_Exercise description_: Exclude all pictures, then restate the entries below word for word.

_Records shown_:
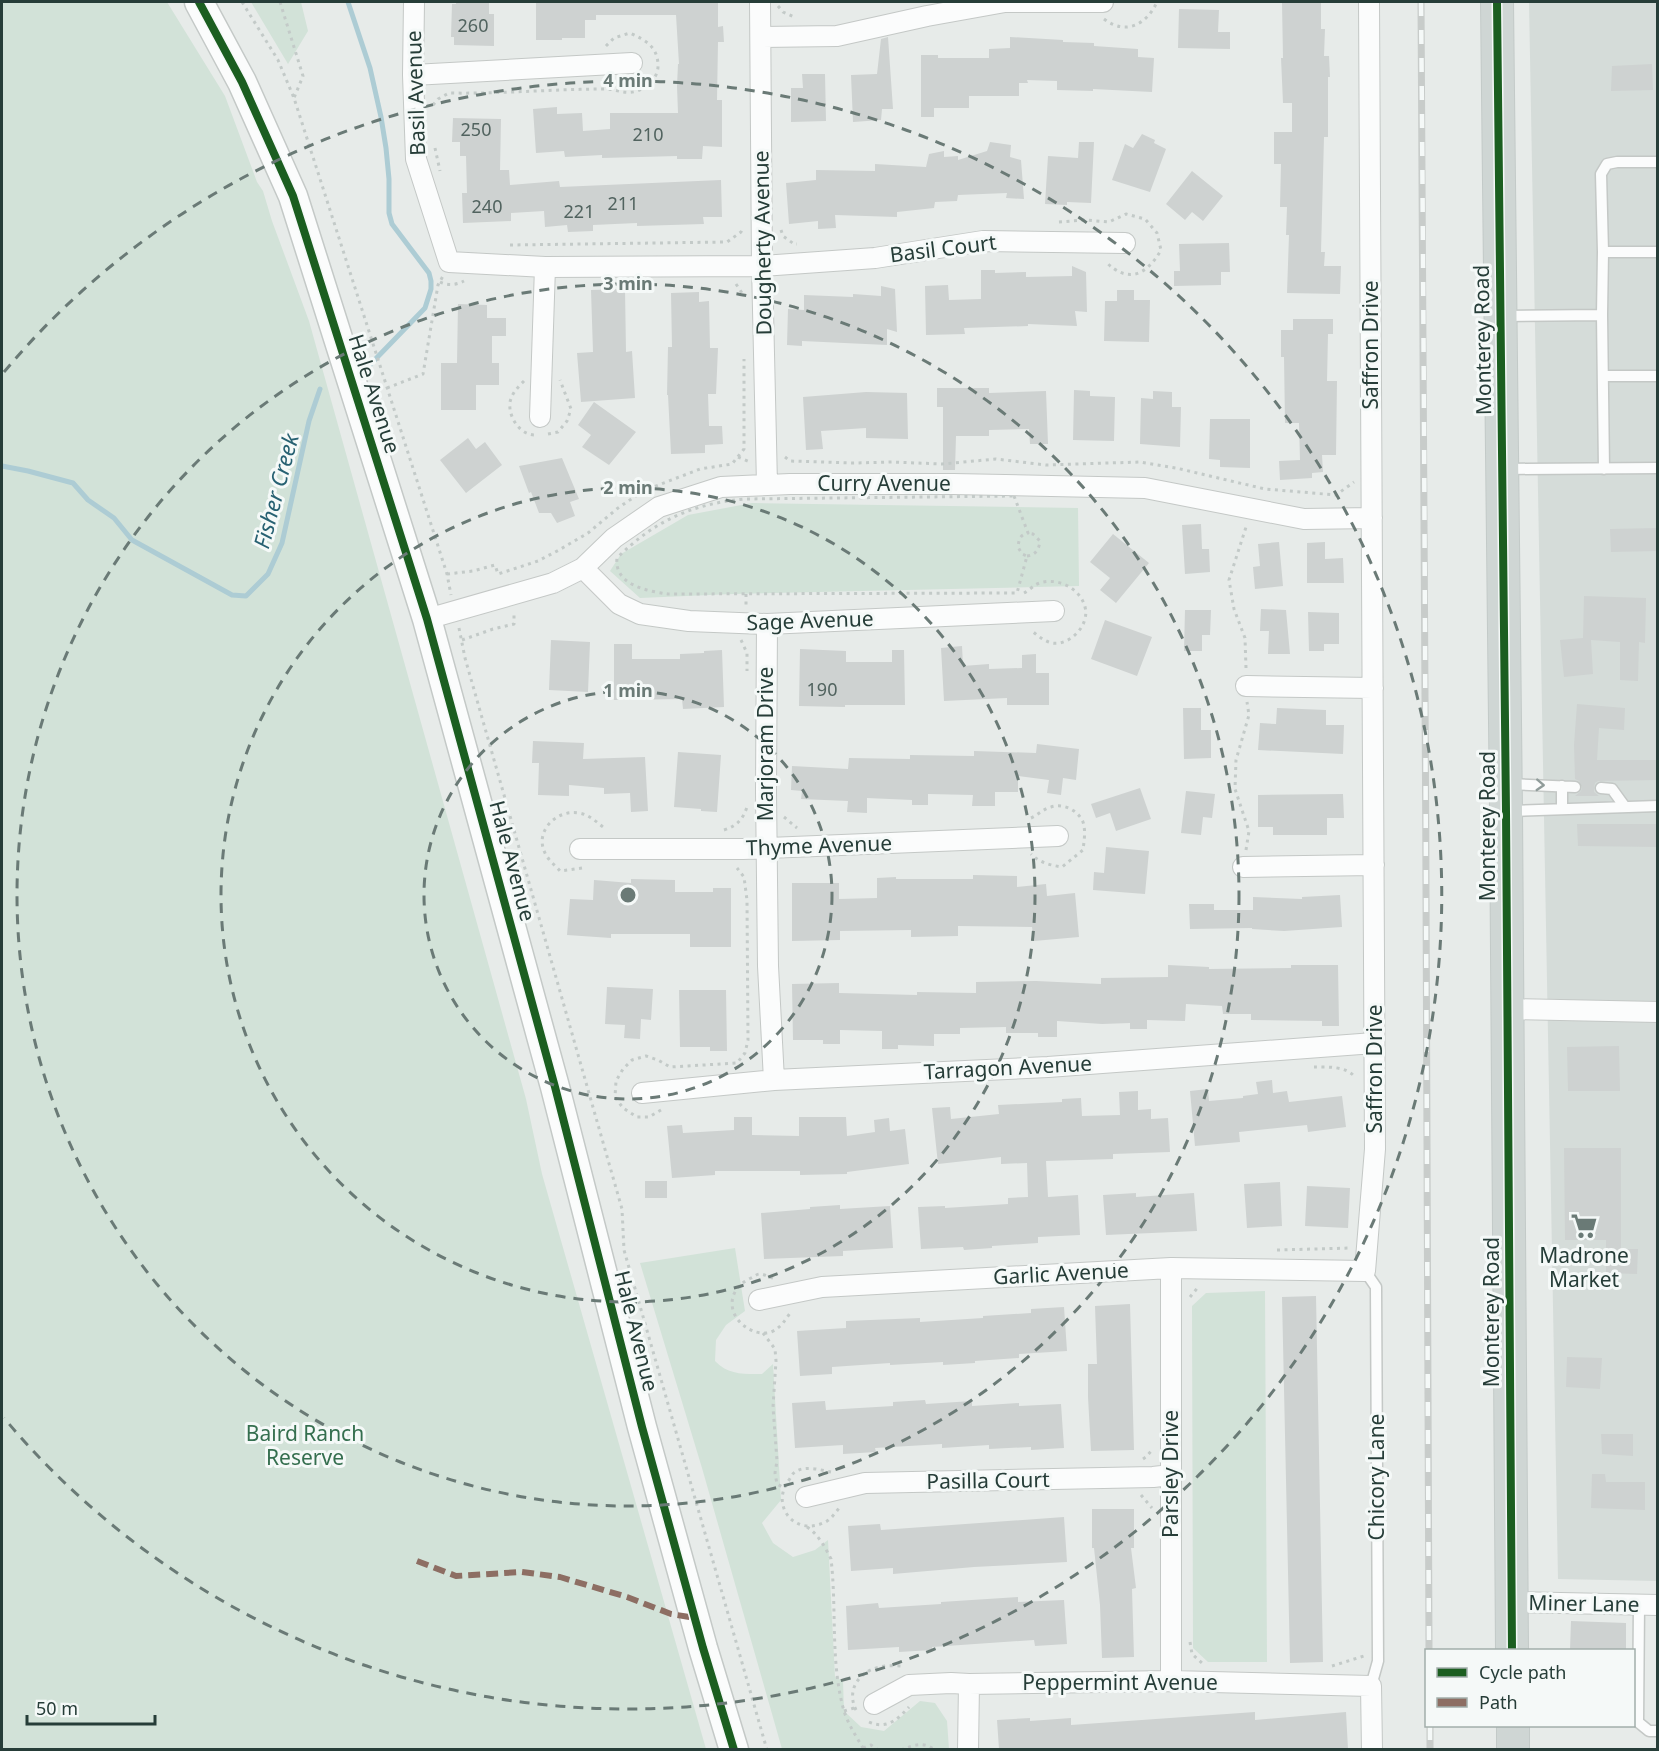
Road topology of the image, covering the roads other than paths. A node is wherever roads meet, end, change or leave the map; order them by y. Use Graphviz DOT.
graph roads {
  1 [pos="199,2"];
  2 [pos="414,2"];
  3 [pos="760,2"];
  4 [pos="1370,2"];
  5 [pos="1497,2"];
  6 [pos="1100,9"];
  7 [pos="761,37"];
  8 [pos="632,63"];
  9 [pos="413,75"];
  10 [pos="1658,162"];
  11 [pos="1125,243"];
  12 [pos="1603,252"];
  13 [pos="1658,252"];
  14 [pos="762,266"];
  15 [pos="545,267"];
  16 [pos="1602,315"];
  17 [pos="1501,316"];
  18 [pos="1603,376"];
  19 [pos="1658,376"];
  20 [pos="541,429"];
  21 [pos="1658,468"];
  22 [pos="1502,469"];
  23 [pos="1604,469"];
  24 [pos="767,485"];
  25 [pos="1372,518"];
  26 [pos="583,568"];
  27 [pos="1054,611"];
  28 [pos="427,619"];
  29 [pos="767,624"];
  30 [pos="1246,686"];
  31 [pos="1373,688"];
  32 [pos="1562,786"];
  33 [pos="1575,787"];
  34 [pos="1601,788"];
  35 [pos="1505,797"];
  36 [pos="1658,806"];
  37 [pos="1625,807"];
  38 [pos="1562,809"];
  39 [pos="1058,836"];
  40 [pos="766,848"];
  41 [pos="580,849"];
  42 [pos="1374,865"];
  43 [pos="1243,867"];
  44 [pos="1507,1009"];
  45 [pos="1658,1012"];
  46 [pos="1374,1043"];
  47 [pos="774,1080"];
  48 [pos="642,1093"];
  49 [pos="1171,1268"];
  50 [pos="1365,1271"];
  51 [pos="759,1299"];
  52 [pos="1171,1475"];
  53 [pos="806,1497"];
  54 [pos="1511,1602"];
  55 [pos="1648,1605"];
  56 [pos="1512,1649"];
  57 [pos="1171,1681"];
  58 [pos="969,1684"];
  59 [pos="1371,1686"];
  60 [pos="865,1712"];
  61 [pos="1513,1727"];
  62 [pos="1658,1731"];
  63 [pos="734,1749"];
  64 [pos="968,1749"];
  65 [pos="1372,1749"];
  66 [pos="1514,1749"];
  1 -- 28 [label="main road, Hale Avenue"];
  2 -- 9 [label="street, Basil Avenue"];
  3 -- 7 [label="street, Dougherty Avenue"];
  4 -- 25 [label="street, Saffron Drive"];
  5 -- 17 [label="main road, Monterey Road"];
  6 -- 7 [label="street"];
  7 -- 14 [label="street, Dougherty Avenue"];
  8 -- 9 [label="street"];
  9 -- 15 [label="street, Basil Avenue"];
  10 -- 12 [label="lane"];
  11 -- 14 [label="street, Basil Court"];
  12 -- 13 [label="lane"];
  12 -- 16 [label="lane"];
  14 -- 15 [label="street"];
  14 -- 24 [label="street, Dougherty Avenue"];
  15 -- 20 [label="street"];
  16 -- 17 [label="lane"];
  16 -- 18 [label="lane"];
  17 -- 22 [label="main road, Monterey Road"];
  18 -- 19 [label="lane"];
  18 -- 23 [label="lane"];
  21 -- 23 [label="lane"];
  22 -- 23 [label="lane"];
  22 -- 35 [label="main road, Monterey Road"];
  24 -- 25 [label="street, Curry Avenue"];
  24 -- 26 [label="street, Curry Avenue"];
  25 -- 31 [label="street, Saffron Drive"];
  26 -- 28 [label="street, Curry Avenue"];
  26 -- 29 [label="street, Sage Avenue"];
  27 -- 29 [label="street, Sage Avenue"];
  28 -- 63 [label="main road, Hale Avenue"];
  29 -- 40 [label="street, Marjoram Drive"];
  30 -- 31 [label="street"];
  31 -- 42 [label="street, Saffron Drive"];
  32 -- 33 [label="lane"];
  35 -- 32 [label="lane, one-way"];
  32 -- 38 [label="lane"];
  34 -- 37 [label="lane"];
  35 -- 38 [label="lane"];
  35 -- 44 [label="main road, Monterey Road"];
  36 -- 37 [label="lane"];
  37 -- 38 [label="lane"];
  39 -- 40 [label="street, Thyme Avenue"];
  40 -- 41 [label="street, Thyme Avenue"];
  40 -- 47 [label="street, Marjoram Drive"];
  42 -- 43 [label="street"];
  42 -- 46 [label="street, Saffron Drive"];
  44 -- 45 [label="street"];
  44 -- 54 [label="main road, Monterey Road"];
  46 -- 47 [label="street, Tarragon Avenue"];
  46 -- 50 [label="street, Saffron Drive"];
  47 -- 48 [label="street, Tarragon Avenue"];
  49 -- 50 [label="street, Garlic Avenue"];
  49 -- 51 [label="street, Garlic Avenue"];
  49 -- 52 [label="street, Parsley Drive"];
  50 -- 59 [label="lane, Chicory Lane"];
  52 -- 53 [label="street, Pasilla Court"];
  52 -- 57 [label="street, Parsley Drive"];
  54 -- 55 [label="street, Miner Lane"];
  54 -- 56 [label="main road, Monterey Road"];
  55 -- 62 [label="lane"];
  57 -- 58 [label="street, Peppermint Avenue"];
  57 -- 59 [label="street, Peppermint Avenue"];
  58 -- 60 [label="street, Peppermint Avenue"];
  58 -- 64 [label="street"];
  59 -- 65 [label="street"];
  61 -- 66 [label="main road"];
}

_Response below_:
Road topology of the image, covering the roads other than paths. A node is wherever roads meet, end, change or leave the map; order them by y. Use Graphviz DOT.
graph roads {
  1 [pos="199,2"];
  2 [pos="414,2"];
  3 [pos="760,2"];
  4 [pos="1370,2"];
  5 [pos="1497,2"];
  6 [pos="1100,9"];
  7 [pos="761,37"];
  8 [pos="632,63"];
  9 [pos="413,75"];
  10 [pos="1658,162"];
  11 [pos="1125,243"];
  12 [pos="1603,252"];
  13 [pos="1658,252"];
  14 [pos="762,266"];
  15 [pos="545,267"];
  16 [pos="1602,315"];
  17 [pos="1501,316"];
  18 [pos="1603,376"];
  19 [pos="1658,376"];
  20 [pos="541,429"];
  21 [pos="1658,468"];
  22 [pos="1502,469"];
  23 [pos="1604,469"];
  24 [pos="767,485"];
  25 [pos="1372,518"];
  26 [pos="583,568"];
  27 [pos="1054,611"];
  28 [pos="427,619"];
  29 [pos="767,624"];
  30 [pos="1246,686"];
  31 [pos="1373,688"];
  32 [pos="1562,786"];
  33 [pos="1575,787"];
  34 [pos="1601,788"];
  35 [pos="1505,797"];
  36 [pos="1658,806"];
  37 [pos="1625,807"];
  38 [pos="1562,809"];
  39 [pos="1058,836"];
  40 [pos="766,848"];
  41 [pos="580,849"];
  42 [pos="1374,865"];
  43 [pos="1243,867"];
  44 [pos="1507,1009"];
  45 [pos="1658,1012"];
  46 [pos="1374,1043"];
  47 [pos="774,1080"];
  48 [pos="642,1093"];
  49 [pos="1171,1268"];
  50 [pos="1365,1271"];
  51 [pos="759,1299"];
  52 [pos="1171,1475"];
  53 [pos="806,1497"];
  54 [pos="1511,1602"];
  55 [pos="1648,1605"];
  56 [pos="1512,1649"];
  57 [pos="1171,1681"];
  58 [pos="969,1684"];
  59 [pos="1371,1686"];
  60 [pos="865,1712"];
  61 [pos="1513,1727"];
  62 [pos="1658,1731"];
  63 [pos="734,1749"];
  64 [pos="968,1749"];
  65 [pos="1372,1749"];
  66 [pos="1514,1749"];
  1 -- 28 [label="main road, Hale Avenue"];
  2 -- 9 [label="street, Basil Avenue"];
  3 -- 7 [label="street, Dougherty Avenue"];
  4 -- 25 [label="street, Saffron Drive"];
  5 -- 17 [label="main road, Monterey Road"];
  6 -- 7 [label="street"];
  7 -- 14 [label="street, Dougherty Avenue"];
  8 -- 9 [label="street"];
  9 -- 15 [label="street, Basil Avenue"];
  10 -- 12 [label="lane"];
  11 -- 14 [label="street, Basil Court"];
  12 -- 13 [label="lane"];
  12 -- 16 [label="lane"];
  14 -- 15 [label="street"];
  14 -- 24 [label="street, Dougherty Avenue"];
  15 -- 20 [label="street"];
  16 -- 17 [label="lane"];
  16 -- 18 [label="lane"];
  17 -- 22 [label="main road, Monterey Road"];
  18 -- 19 [label="lane"];
  18 -- 23 [label="lane"];
  21 -- 23 [label="lane"];
  22 -- 23 [label="lane"];
  22 -- 35 [label="main road, Monterey Road"];
  24 -- 25 [label="street, Curry Avenue"];
  24 -- 26 [label="street, Curry Avenue"];
  25 -- 31 [label="street, Saffron Drive"];
  26 -- 28 [label="street, Curry Avenue"];
  26 -- 29 [label="street, Sage Avenue"];
  27 -- 29 [label="street, Sage Avenue"];
  28 -- 63 [label="main road, Hale Avenue"];
  29 -- 40 [label="street, Marjoram Drive"];
  30 -- 31 [label="street"];
  31 -- 42 [label="street, Saffron Drive"];
  32 -- 33 [label="lane"];
  35 -- 32 [label="lane, one-way"];
  32 -- 38 [label="lane"];
  34 -- 37 [label="lane"];
  35 -- 38 [label="lane"];
  35 -- 44 [label="main road, Monterey Road"];
  36 -- 37 [label="lane"];
  37 -- 38 [label="lane"];
  39 -- 40 [label="street, Thyme Avenue"];
  40 -- 41 [label="street, Thyme Avenue"];
  40 -- 47 [label="street, Marjoram Drive"];
  42 -- 43 [label="street"];
  42 -- 46 [label="street, Saffron Drive"];
  44 -- 45 [label="street"];
  44 -- 54 [label="main road, Monterey Road"];
  46 -- 47 [label="street, Tarragon Avenue"];
  46 -- 50 [label="street, Saffron Drive"];
  47 -- 48 [label="street, Tarragon Avenue"];
  49 -- 50 [label="street, Garlic Avenue"];
  49 -- 51 [label="street, Garlic Avenue"];
  49 -- 52 [label="street, Parsley Drive"];
  50 -- 59 [label="lane, Chicory Lane"];
  52 -- 53 [label="street, Pasilla Court"];
  52 -- 57 [label="street, Parsley Drive"];
  54 -- 55 [label="street, Miner Lane"];
  54 -- 56 [label="main road, Monterey Road"];
  55 -- 62 [label="lane"];
  57 -- 58 [label="street, Peppermint Avenue"];
  57 -- 59 [label="street, Peppermint Avenue"];
  58 -- 60 [label="street, Peppermint Avenue"];
  58 -- 64 [label="street"];
  59 -- 65 [label="street"];
  61 -- 66 [label="main road"];
}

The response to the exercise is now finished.